I came to The United States in the end of last year ... I have learnt a lot of new
things that I never touched before. And my thinking was changed in some way.
In China ... everything was set up. You can't change it by yourself. If you don't
want to ask troubles, one way you could go was follow thousands people's step,
waiting the time give you something till retired. I had no more chance in my life.
But in the United States, things are so different. I am not supposed to follow the
other people's step. There are many chances and challenges here, I can choice
the way that I really want to go. Even though the fast rethym, high paid [speed]
to the life make me nervous ... it give me positiv power to be developed.

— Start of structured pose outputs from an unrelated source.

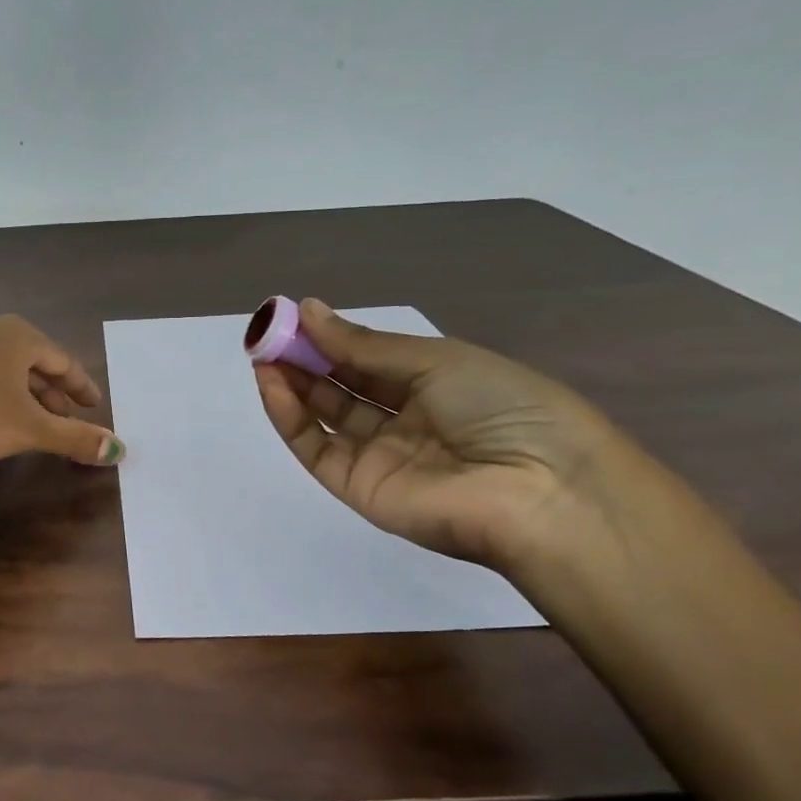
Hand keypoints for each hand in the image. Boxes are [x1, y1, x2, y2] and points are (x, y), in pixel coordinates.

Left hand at [0, 315, 125, 466]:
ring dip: (5, 386)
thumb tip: (119, 449)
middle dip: (45, 390)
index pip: (62, 361)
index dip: (80, 385)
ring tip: (14, 410)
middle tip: (60, 415)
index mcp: (17, 338)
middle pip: (25, 361)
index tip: (93, 404)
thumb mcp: (30, 430)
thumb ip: (74, 438)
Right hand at [252, 299, 634, 570]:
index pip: (369, 360)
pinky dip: (290, 418)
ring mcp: (379, 457)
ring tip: (261, 353)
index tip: (292, 315)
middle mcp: (404, 421)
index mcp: (434, 386)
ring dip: (291, 384)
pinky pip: (317, 449)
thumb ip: (363, 344)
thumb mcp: (436, 360)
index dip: (331, 338)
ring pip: (324, 416)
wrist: (540, 491)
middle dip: (304, 358)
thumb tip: (308, 310)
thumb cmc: (502, 407)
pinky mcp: (358, 488)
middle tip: (267, 332)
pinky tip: (273, 386)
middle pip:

I prefer
to stay here, see how high I can develop and how beautiful life I will have
someday. (Essay, 2/6/97, emphasis mine)

Perhaps Ming's caution stemmed from her experience in China when `everything
was set up' for her and she had no other choice but to `follow other people's
steps' if she did not want to encounter `trouble.' It could be dangerous for her to
say what she wanted; it was essential to wait until `time give you something till
[you] retired.' These words sounded sad and hopeless from such a promising
young woman. That was why, even though the fast life in America made Ming
nervous, she still preferred to remain here because she could find both chances
and challenges for her development. Indeed, many times when she talked about
her past work experience, she still had a lingering fear of the complicated politics
in her all-controlling `working unit' in China:

I worked in the board office for a joint-venture company, so there are those
people who had relationship with the boss or the boss' partner. So they always
ask me to do this or to do that. ... I feel unhappy because their ability is not so
strong, not so good. But they can ask me to do this and that. The relationship in
the unit is terrible. Different parts in the unit: this part wants you, that part also
wants you. If you join this part, the other part will consider you an enemy. So
terrible! I was always in the `third country.' ... I was scared ... I had a lot of
headache. I have to think a lot. Because if I make one step mistake, then a lot of
trouble will come ... (Interview, 4/2/96, author's emphasis)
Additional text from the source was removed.